Saturday, 24 March 2018

Upland Wader Summit in Dartmoor.

On Friday 23rd March a conference entitled the Upland Wader Summit took place at the Two Bridges Hotel in Dartmoor. Its primary focus was the plight of the Eurasian Curlew in the UK and that of other upland breeding waders. The conference was attended by HRH The Prince of Wales and we were delighted, and indeed felt privileged, that Wader Quest was invited to this conference.

The event was Chaired by Teresa Dent CEO of the Game and Wildlife Conservation Trust (GWCT) and the discussion moderator was Mary Colwell who has personally done so much to highlight the problems our curlews are facing in both lowland and upland scenarios across the UK and Ireland.

L-R; Tom Orde-Powlett, Mary Colwell, HRH Prince of Wales,
Teresa Dent, Tom Stratton
Other delegates came from a variety of organisations including The Duchy of Cornwall, Curlew Country, Natural England, Prince's Countryside Fund, RSPB, Devon Wildlife Trust, Dartmoor Moorland Bird Project, BTO, WWT, Foundation for Common Land, Dartmoor National Park Authority, National Gamekeepers Organisation, Yorkshire Wildlife Trust, various owners, gamekeepers, estate and reserve managers, independent commentators, ornithologists, ecologists, ringers and field naturalists.



We were delighted to see old friends Mary Colwell, Tom Orde-Powlett, Amanda Perkins, Karen Lloyd, Robin Ward and Jill Warwick as well as meeting many new faces and finally meeting Peter Potts after much email correspondence in the past.

The upshot of all the discussion was that we have a geriatric population of Curlews.
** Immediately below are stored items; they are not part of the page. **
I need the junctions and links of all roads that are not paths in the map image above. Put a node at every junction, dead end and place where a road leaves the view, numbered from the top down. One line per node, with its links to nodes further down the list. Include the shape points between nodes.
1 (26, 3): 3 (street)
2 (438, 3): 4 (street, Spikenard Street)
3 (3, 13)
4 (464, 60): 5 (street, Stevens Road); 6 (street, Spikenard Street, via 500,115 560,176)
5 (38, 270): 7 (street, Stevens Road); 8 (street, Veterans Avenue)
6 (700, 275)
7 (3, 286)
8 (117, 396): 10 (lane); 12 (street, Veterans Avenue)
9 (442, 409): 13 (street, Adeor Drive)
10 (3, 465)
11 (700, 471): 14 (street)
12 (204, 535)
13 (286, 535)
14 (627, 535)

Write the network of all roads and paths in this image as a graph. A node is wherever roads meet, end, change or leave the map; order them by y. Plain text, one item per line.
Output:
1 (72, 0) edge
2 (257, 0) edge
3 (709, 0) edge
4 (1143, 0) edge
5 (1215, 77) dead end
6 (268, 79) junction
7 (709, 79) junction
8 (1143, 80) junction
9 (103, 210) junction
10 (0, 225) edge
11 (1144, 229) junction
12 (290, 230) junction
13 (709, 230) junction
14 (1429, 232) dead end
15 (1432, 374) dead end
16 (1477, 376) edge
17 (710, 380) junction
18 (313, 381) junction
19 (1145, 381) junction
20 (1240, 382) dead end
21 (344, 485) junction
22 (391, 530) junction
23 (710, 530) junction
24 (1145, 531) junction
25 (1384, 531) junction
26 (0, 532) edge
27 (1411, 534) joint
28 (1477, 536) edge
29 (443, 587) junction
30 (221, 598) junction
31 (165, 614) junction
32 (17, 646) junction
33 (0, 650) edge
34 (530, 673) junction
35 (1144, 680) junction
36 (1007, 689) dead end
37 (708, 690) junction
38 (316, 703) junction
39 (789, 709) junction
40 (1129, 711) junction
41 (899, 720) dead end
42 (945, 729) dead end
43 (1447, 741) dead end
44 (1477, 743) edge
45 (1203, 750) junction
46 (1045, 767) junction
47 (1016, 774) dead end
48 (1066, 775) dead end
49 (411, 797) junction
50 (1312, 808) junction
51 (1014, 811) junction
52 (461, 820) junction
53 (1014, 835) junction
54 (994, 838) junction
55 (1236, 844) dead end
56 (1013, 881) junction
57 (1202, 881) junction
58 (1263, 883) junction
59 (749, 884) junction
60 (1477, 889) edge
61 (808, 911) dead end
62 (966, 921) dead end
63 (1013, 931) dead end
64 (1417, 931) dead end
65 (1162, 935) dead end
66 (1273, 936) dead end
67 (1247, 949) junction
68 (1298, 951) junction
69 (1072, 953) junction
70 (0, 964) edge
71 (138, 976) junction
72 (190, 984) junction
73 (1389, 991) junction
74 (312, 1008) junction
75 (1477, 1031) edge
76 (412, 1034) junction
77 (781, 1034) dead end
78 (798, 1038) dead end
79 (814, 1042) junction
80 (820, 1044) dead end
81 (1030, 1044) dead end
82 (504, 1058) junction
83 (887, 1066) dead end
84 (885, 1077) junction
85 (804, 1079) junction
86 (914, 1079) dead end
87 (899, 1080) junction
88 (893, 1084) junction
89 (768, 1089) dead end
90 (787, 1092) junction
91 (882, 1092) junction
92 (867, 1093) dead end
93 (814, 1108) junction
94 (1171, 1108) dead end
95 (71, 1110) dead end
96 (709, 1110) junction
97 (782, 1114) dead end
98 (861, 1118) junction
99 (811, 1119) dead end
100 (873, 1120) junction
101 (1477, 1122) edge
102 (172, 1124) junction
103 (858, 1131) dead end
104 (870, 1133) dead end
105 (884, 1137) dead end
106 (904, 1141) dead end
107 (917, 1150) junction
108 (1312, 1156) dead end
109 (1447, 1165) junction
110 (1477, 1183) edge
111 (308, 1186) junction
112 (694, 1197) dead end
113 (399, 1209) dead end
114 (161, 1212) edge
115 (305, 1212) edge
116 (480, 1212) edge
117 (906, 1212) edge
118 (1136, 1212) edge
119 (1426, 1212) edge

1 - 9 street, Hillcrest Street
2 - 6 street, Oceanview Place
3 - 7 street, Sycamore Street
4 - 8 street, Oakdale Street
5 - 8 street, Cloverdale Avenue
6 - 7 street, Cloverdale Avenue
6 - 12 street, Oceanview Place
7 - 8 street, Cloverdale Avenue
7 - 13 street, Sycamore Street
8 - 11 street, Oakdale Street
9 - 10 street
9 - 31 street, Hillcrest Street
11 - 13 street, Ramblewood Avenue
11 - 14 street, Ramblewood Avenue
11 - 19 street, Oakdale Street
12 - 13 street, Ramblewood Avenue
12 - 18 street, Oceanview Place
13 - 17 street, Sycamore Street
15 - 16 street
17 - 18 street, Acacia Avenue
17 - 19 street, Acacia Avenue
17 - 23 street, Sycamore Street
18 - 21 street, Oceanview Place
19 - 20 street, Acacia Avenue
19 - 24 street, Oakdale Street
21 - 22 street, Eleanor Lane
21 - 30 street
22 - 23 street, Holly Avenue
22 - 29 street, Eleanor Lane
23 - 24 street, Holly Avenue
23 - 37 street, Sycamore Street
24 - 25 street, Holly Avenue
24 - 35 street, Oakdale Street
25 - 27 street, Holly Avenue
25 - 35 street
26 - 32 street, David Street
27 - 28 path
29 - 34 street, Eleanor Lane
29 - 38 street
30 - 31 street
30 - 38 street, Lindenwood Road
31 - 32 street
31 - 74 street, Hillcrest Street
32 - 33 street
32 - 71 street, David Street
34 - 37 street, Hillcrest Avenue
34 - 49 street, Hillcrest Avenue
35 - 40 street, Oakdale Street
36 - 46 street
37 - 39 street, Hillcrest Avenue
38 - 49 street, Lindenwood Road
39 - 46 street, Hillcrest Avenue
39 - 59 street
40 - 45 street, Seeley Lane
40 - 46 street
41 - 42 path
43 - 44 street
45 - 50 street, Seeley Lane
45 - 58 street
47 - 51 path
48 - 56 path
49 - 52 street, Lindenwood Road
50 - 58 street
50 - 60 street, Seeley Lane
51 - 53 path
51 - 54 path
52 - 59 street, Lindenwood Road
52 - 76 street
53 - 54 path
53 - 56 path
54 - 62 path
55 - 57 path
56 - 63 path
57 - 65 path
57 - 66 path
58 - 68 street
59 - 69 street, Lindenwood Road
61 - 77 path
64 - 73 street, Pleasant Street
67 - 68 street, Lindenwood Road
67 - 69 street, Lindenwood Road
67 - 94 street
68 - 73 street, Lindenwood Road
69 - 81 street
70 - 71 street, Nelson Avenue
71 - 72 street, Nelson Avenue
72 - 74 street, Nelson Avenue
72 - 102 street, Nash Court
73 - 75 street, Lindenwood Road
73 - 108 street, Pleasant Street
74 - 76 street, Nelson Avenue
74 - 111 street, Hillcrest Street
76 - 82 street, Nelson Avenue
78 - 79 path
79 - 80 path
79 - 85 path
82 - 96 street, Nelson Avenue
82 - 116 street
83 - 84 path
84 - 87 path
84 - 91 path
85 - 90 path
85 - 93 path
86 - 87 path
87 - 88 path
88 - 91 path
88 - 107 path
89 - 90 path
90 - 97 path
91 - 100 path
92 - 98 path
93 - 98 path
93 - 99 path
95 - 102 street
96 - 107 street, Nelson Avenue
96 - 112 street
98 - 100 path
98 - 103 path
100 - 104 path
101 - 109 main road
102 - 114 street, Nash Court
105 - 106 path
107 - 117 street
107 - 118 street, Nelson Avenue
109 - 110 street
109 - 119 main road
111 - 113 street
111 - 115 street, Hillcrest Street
They are long lived birds and the survival rate of adults is good. The downward trajectory of the species is being driven by very poor breeding success.

Adult Curlew (foreground) with chick (in shadow)
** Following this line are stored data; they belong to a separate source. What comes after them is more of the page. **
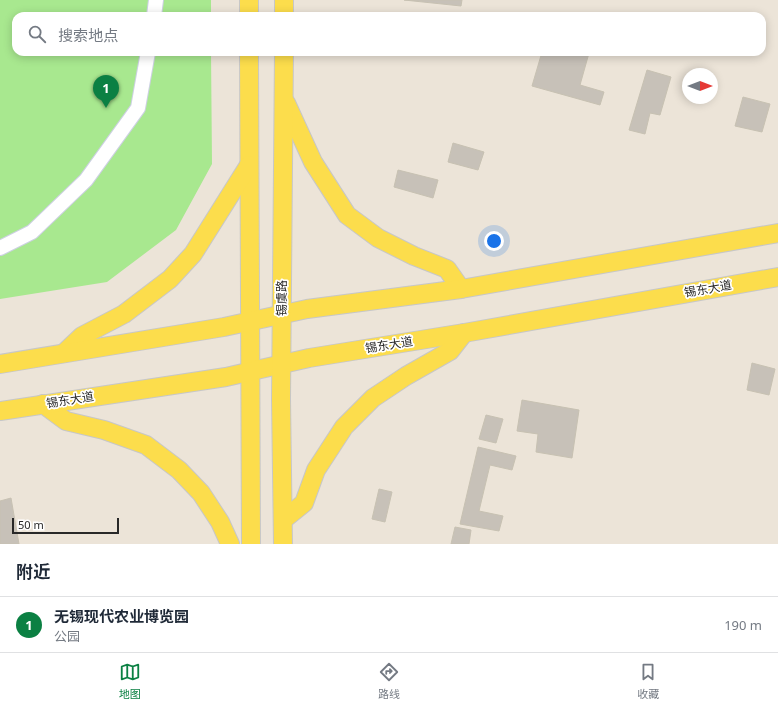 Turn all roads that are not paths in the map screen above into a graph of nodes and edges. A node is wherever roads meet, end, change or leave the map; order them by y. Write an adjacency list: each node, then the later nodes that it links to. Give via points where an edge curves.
1 (156, 0): 4 (lane)
2 (249, 0): 5 (main road)
3 (284, 0): 6 (main road)
4 (154, 12)
5 (249, 12)
6 (284, 12)
7 (147, 56): 13 (lane, via 138,108 86,180 32,232)
8 (249, 56): 11 (main road)
9 (284, 56): 10 (main road, 锡虞路)
10 (284, 98): 15 (main road, via 313,162 347,214 378,238 447,269); 16 (main road, 锡虞路)
11 (249, 165): 17 (main road); 19 (main road, via 192,254 170,279 124,314 82,336)
12 (778, 233): 15 (main road)
13 (0, 248)
14 (778, 276): 18 (main road, 锡东大道)
15 (462, 289): 16 (main road)
16 (282, 314): 17 (main road); 21 (main road, 锡虞路)
17 (250, 321): 19 (main road); 22 (main road)
18 (464, 333): 21 (main road, 锡东大道); 25 (main road, via 450,352 373,398 344,427 316,470 304,503)
19 (64, 352): 20 (main road)
20 (0, 364)
21 (282, 364): 22 (main road, 锡东大道); 25 (main road, 锡虞路)
22 (250, 372): 23 (main road, 锡东大道); 27 (main road)
23 (43, 404): 24 (main road, 锡东大道); 26 (main road, via 66,421 104,430 146,446 179,470 201,492)
24 (0, 411)
25 (283, 520): 28 (main road, 锡虞路)
26 (230, 544)
27 (251, 544)
28 (283, 544)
The reasons for this are, in the main, habitat loss or degradation, depredation and in some cases, such as is the case in Dartmoor where there is just one breeding pair, human disturbance pressure. Much science has gone into providing details around these facts and the general feeling was that the science is there, we know what the problem is, surely now is the time to act and delay no more, before it is too late.
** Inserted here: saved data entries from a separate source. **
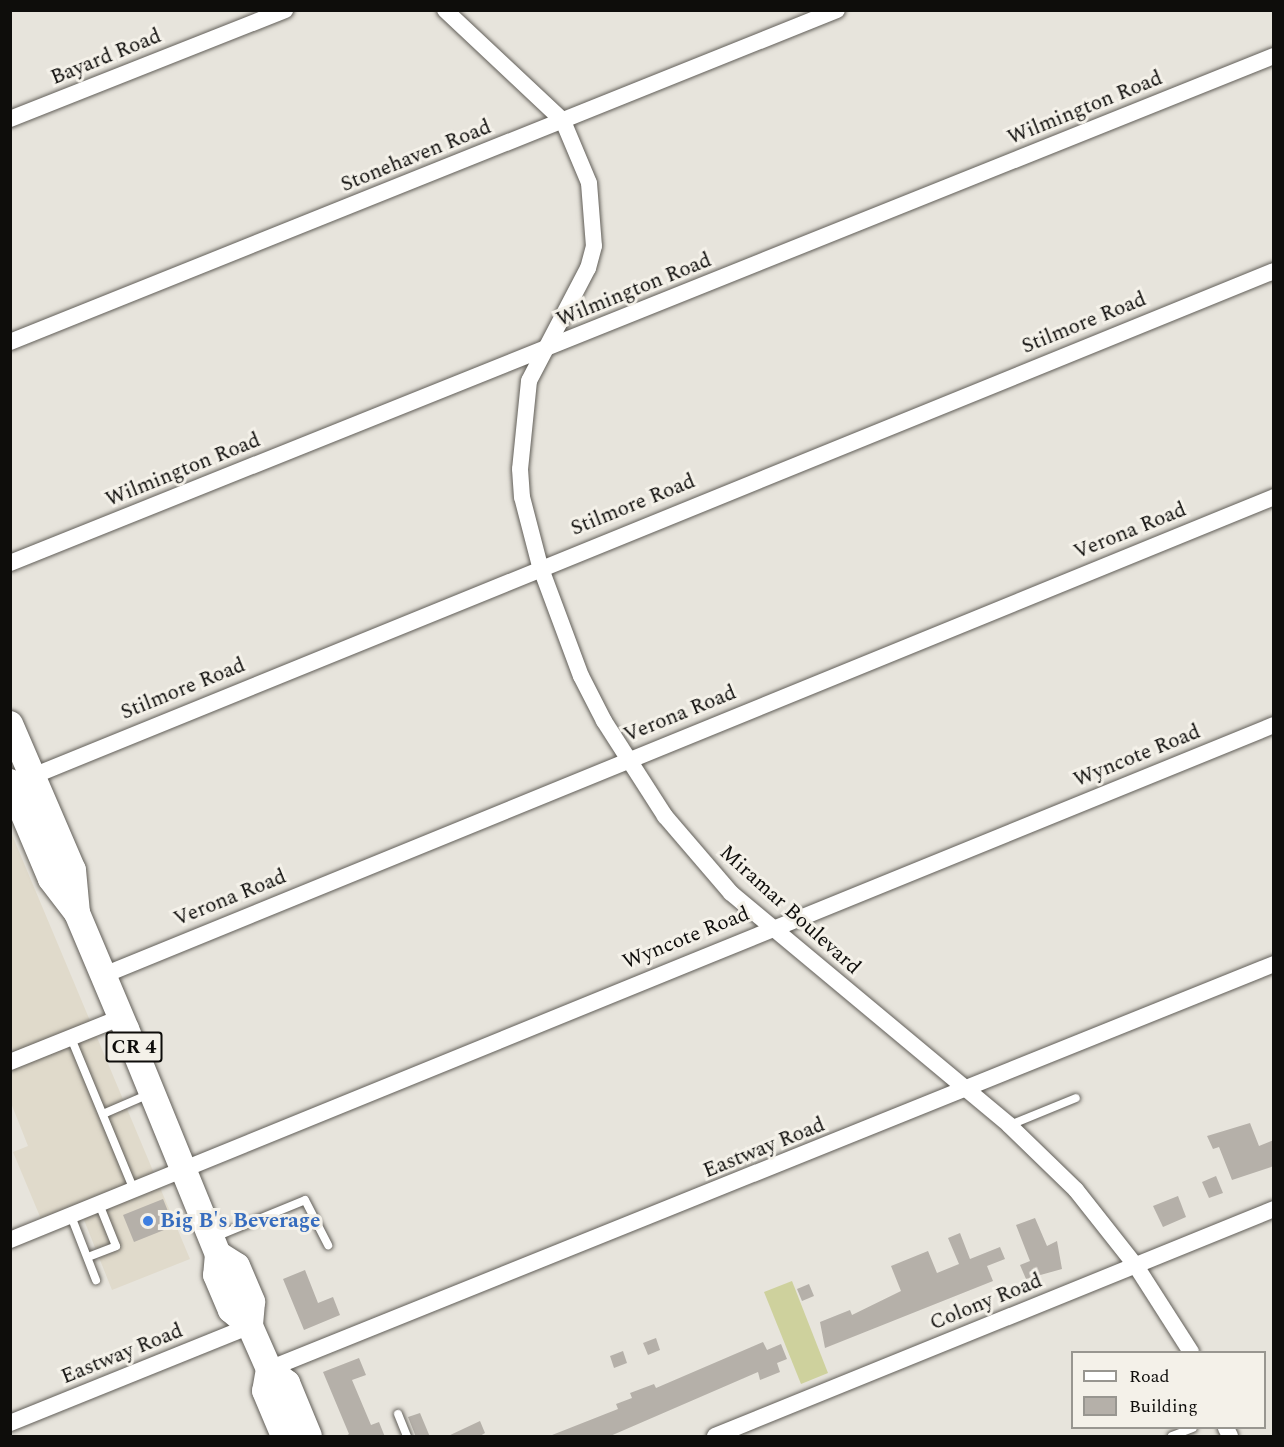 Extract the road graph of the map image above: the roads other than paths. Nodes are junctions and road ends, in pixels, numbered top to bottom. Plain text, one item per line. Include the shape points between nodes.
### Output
1 (285, 10) edge
2 (446, 10) edge
3 (837, 10) edge
4 (1274, 56) edge
5 (10, 119) edge
6 (563, 122) junction
7 (1274, 271) edge
8 (10, 342) edge
9 (543, 351) junction
10 (1274, 497) edge
11 (10, 563) edge
12 (540, 566) junction
13 (10, 724) edge
14 (1274, 725) edge
15 (627, 760) junction
16 (18, 781) edge
17 (770, 927) junction
18 (1274, 964) edge
19 (104, 975) junction
20 (122, 1017) junction
21 (71, 1038) junction
22 (10, 1062) edge
23 (969, 1090) junction
24 (152, 1093) junction
25 (1076, 1098) dead end
26 (103, 1114) junction
27 (1009, 1125) junction
28 (184, 1170) junction
29 (134, 1190) junction
30 (99, 1204) junction
31 (1274, 1209) edge
32 (71, 1216) junction
33 (10, 1240) edge
34 (328, 1245) dead end
35 (215, 1246) junction
36 (88, 1257) junction
37 (1136, 1266) junction
38 (96, 1280) dead end
39 (250, 1326) junction
40 (1190, 1351) edge
41 (269, 1369) junction
42 (398, 1414) dead end
43 (10, 1423) edge
44 (1191, 1429) edge
45 (284, 1437) edge
46 (309, 1437) edge
47 (407, 1437) edge
48 (715, 1437) edge
49 (1172, 1437) edge

1 - 5 street, Bayard Road
2 - 6 street, Miramar Boulevard
3 - 6 street, Stonehaven Road
4 - 9 street, Wilmington Road
6 - 8 street, Stonehaven Road
6 - 9 street, Miramar Boulevard via 589,183 594,246 588,268
7 - 12 street, Stilmore Road
9 - 11 street, Wilmington Road
9 - 12 street, Miramar Boulevard via 529,381 520,469 522,497
10 - 15 street, Verona Road
12 - 15 street, Miramar Boulevard via 581,676
12 - 16 street, Stilmore Road
13 - 16 main road, CR 4
14 - 17 street, Wyncote Road
15 - 17 street, Miramar Boulevard via 691,850
15 - 19 street, Verona Road
16 - 19 main road, CR 4 via 73,870 80,919
17 - 23 street, Miramar Boulevard
17 - 28 street, Wyncote Road
18 - 23 street, Eastway Road
19 - 20 main road, CR 4
20 - 21 street
20 - 24 main road, CR 4
21 - 22 street
21 - 26 lane
23 - 27 street, Miramar Boulevard
23 - 41 street, Eastway Road
24 - 26 lane
24 - 28 main road, CR 4
25 - 27 lane
26 - 29 lane
27 - 37 street, Miramar Boulevard via 1076,1190
28 - 29 street, Wyncote Road
28 - 35 main road, CR 4
29 - 30 street, Wyncote Road
30 - 32 street, Wyncote Road
30 - 36 lane via 116,1246
31 - 37 street, Colony Road
32 - 33 street, Wyncote Road
32 - 36 lane
34 - 35 lane via 305,1200
35 - 39 main road, CR 4 via 216,1275 231,1310
36 - 38 lane
37 - 40 street, Miramar Boulevard
37 - 48 street, Colony Road
39 - 41 main road, CR 4
39 - 43 street, Eastway Road
41 - 45 main road, CR 4 via 265,1391
41 - 46 main road, CR 4 via 287,1383
42 - 47 lane
44 - 49 lane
We would like to thank HRH The Prince of Wales and the staff at Clarence House for convening such a constructive event, The Two Bridges Hotel for hosting the event so well, and we also personally thank Tom Orde-Powlett for his kindness and support and above all Mary Colwell whose enthusiastic championing of the plight of the Curlew has brought all parties together.





3 comments:

  1. Brilliant to see you there! Well done.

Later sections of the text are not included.